Justifier le sort prévu des animaux à l’issue de la procédure.

Tous les animaux sont mis à mort car ils ne peuvent pas être réutilisés dans d’autres expériences, n’ayant plus une réponse immunitaire naïve par rapport aux parasites utilisés.

Application de la règle des "3R"

1. Remplacement

3R / Remplacement :

L’objectif de notre étude est d’évaluer l’adaptation d’une espèce de nématode intestinal à la coïnfection par plasmodium en termes d’immunosuppression de l’hôte. Ceci met en jeu des interactions complexes entre les trois acteurs (l’hôte, le nématode et le plasmodium) qui ne peuvent pas être reproduites in vitro.

2. Réduction

3R / Réduction :

L’effectif de souris utilisé dans cette expérience a été calculé afin d’en minimiser le nombre tout en garantissant une puissance statistique suffisante pour obtenir des résultats fiables. Il s’agit en effet de 5 souris par passage pour chaque groupe expérimental, et 15 souris tests dont l’objectif est de vérifier si les paramètres mesurés ont dévié par rapport à la génération initiale. Le nombre de 15 souris est le plus petit possible car 5 souris sont mises à mort pour chaque jour de prélèvement. Afin de réduire ultérieurement le nombre total de souris, nous avons décidé de ne répéter l’expérience qu’une fois. Par ailleurs cette répétition ne concerne que les souris tests et non pas les souris utilisées pour les passages. Au total, avec les répétitions, 610 souris seront nécessaire sur une période de 3 ans.

3. Raffinement

3R / Raffinement :

Plusieurs mesures sont prises pour réduire au minimum l’inconfort et le stress des animaux utilisés dans cette expérience. D’abord, tous les animaux sont hébergés en groupe (minimum 5 individus par cage) afin de permettre l’expression des comportements sociaux. Lors des prélèvements de fèces, les animaux ne sont isolés que pendant 1 heure, ce qui représente 1% du temps hebdomadaire passé en isolement. Toutes les cages sont enrichies et ont du matériel pour la construction de nids. Toutes les manipulations sont effectuées par du personnel expérimenté, dans un environnement calme qui minimise le stress des animaux. Les injections et prélèvements de sang sont effectués après application d’un anesthésiant local pour éviter toute douleur.

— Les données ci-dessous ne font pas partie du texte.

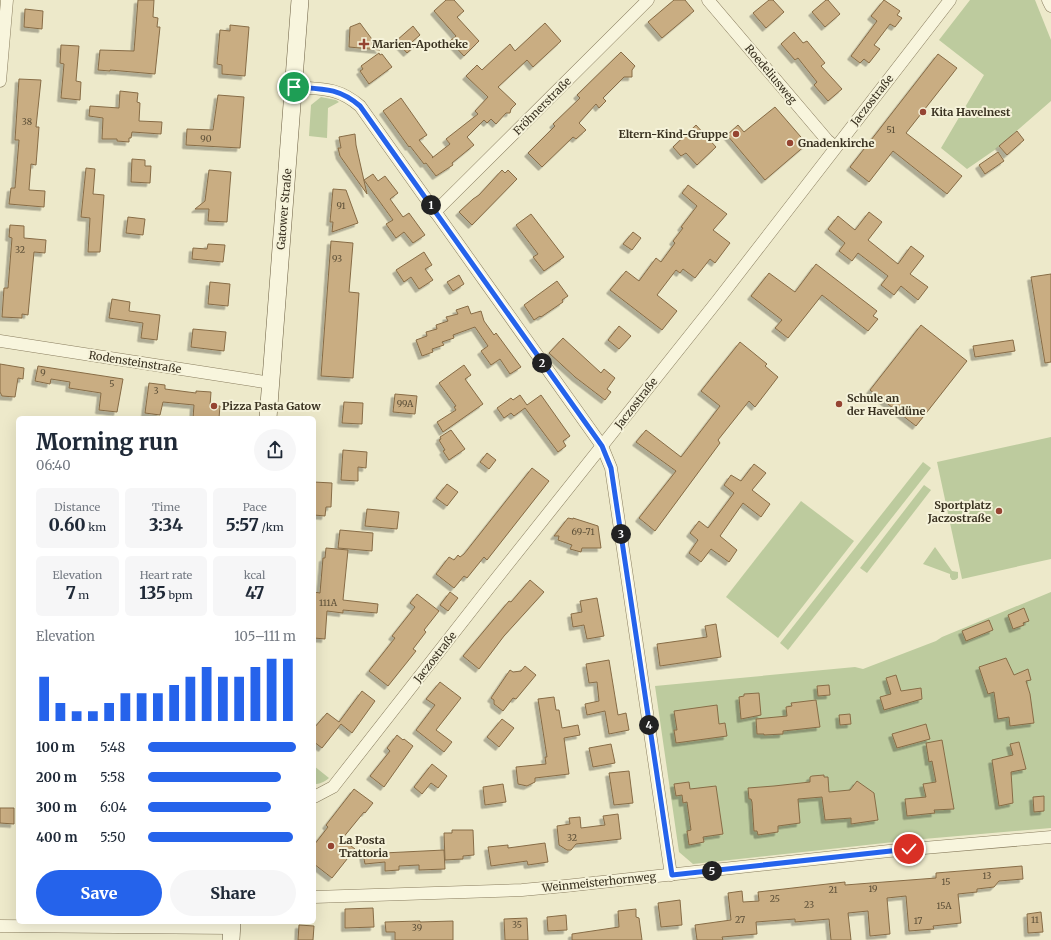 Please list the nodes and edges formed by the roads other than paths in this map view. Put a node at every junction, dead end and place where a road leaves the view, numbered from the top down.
1 (7, 0) edge
2 (300, 0) edge
3 (648, 0) edge
4 (708, 0) edge
5 (950, 0) edge
6 (1048, 0) edge
7 (1051, 6) edge
8 (0, 81) edge
9 (294, 87) junction
10 (835, 147) junction
11 (435, 212) junction
12 (0, 341) edge
13 (271, 383) junction
14 (268, 416) edge
15 (602, 446) junction
16 (316, 796) edge
17 (1051, 837) edge
18 (672, 875) junction
19 (316, 897) edge
20 (0, 926) edge
21 (232, 930) edge

1 - 8 street
2 - 9 main road, Gatower Straße
3 - 11 street, Fröhnerstraße
4 - 10 street, Roedeliusweg
5 - 10 street, Jaczostraße
6 - 7 street
9 - 11 street
9 - 13 main road, Gatower Straße
10 - 15 street, Jaczostraße
11 - 15 street
12 - 13 street, Rodensteinstraße
13 - 14 main road, Gatower Straße
15 - 16 street, Jaczostraße
15 - 18 street
17 - 18 street, Weinmeisterhornweg
18 - 19 street, Weinmeisterhornweg
20 - 21 street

Enfin, tous les animaux sont surveillés au moins une fois par jour pour évaluer leur état général.

Expliquer le choix des espèces et les stades de développement y afférents.

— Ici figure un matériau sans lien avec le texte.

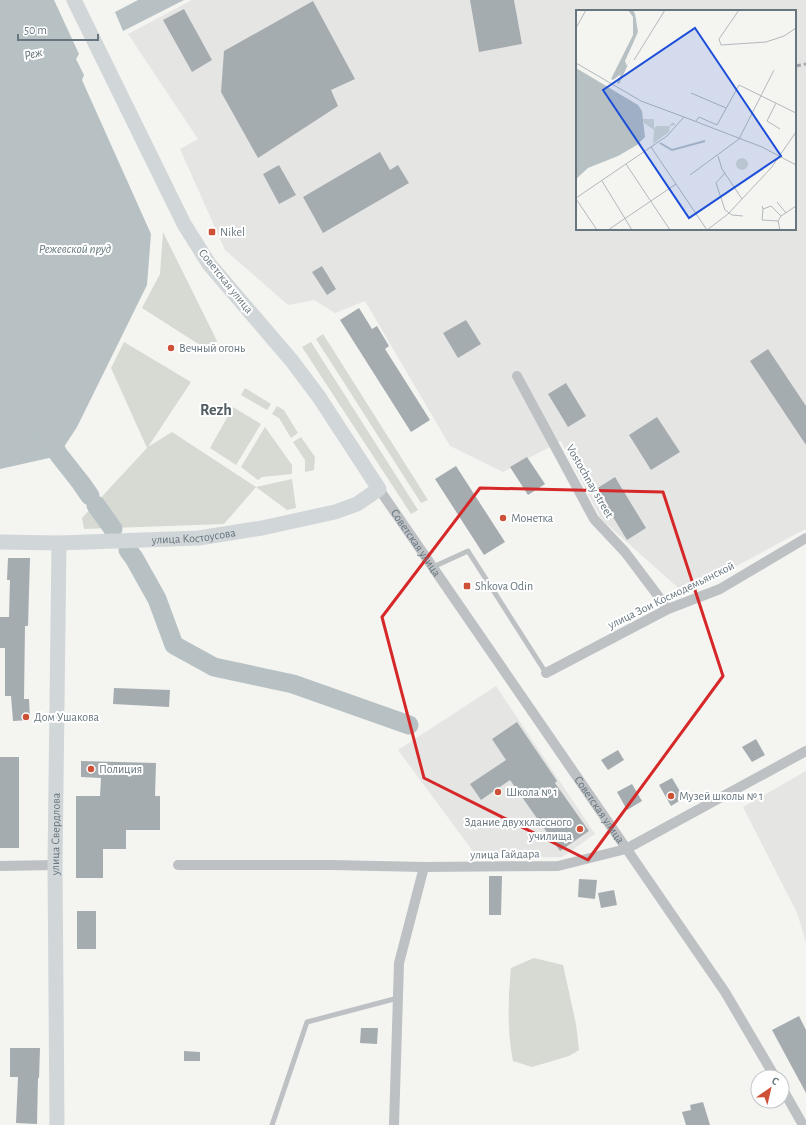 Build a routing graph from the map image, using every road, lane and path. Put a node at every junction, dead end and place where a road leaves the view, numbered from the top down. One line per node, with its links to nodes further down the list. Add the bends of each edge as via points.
1 (74, 0): 3 (main road, Советская улица, via 184,224 209,264 292,360)
2 (517, 376): 8 (street, Vostochnay street, via 594,519 625,552)
3 (379, 489): 6 (main road, улица Костоусова, via 357,504 335,512 262,528 199,538); 7 (street, Советская улица)
4 (806, 538): 8 (street, улица Зои Космодемьянской, via 720,589)
5 (0, 542): 6 (main road, улица Костоусова)
6 (59, 543): 13 (main road, улица Свердлова)
7 (433, 567): 9 (lane, via 468,551); 11 (street, Советская улица)
8 (668, 610): 9 (street, улица Зои Космодемьянской)
9 (546, 673)
10 (806, 751): 11 (street, улица Гайдара)
11 (626, 849): 15 (street, улица Гайдара, via 558,866); 17 (street, Советская улица, via 725,992)
12 (178, 864): 15 (street, улица Гайдара)
13 (55, 865): 14 (street); 20 (main road, улица Свердлова)
14 (0, 866)
15 (424, 867): 16 (street, via 399,963)
16 (398, 998): 21 (lane, via 307,1022); 22 (street)
17 (770, 1069)
18 (790, 1102): 19 (street)
19 (802, 1124)
20 (57, 1125)
21 (272, 1125)
22 (394, 1125)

La souris est le modèle de choix pour ce type d’expérience. Les parasites sont des parasites spécifiques de souris qui reproduisent assez fidèlement les coïnfections observées chez l’homme entre nématodes intestinaux et malaria. Nous utiliserons des animaux entre 8 et 10 semaines. Il s’agit d’individus adultes avec une système immunitaire complétement développé.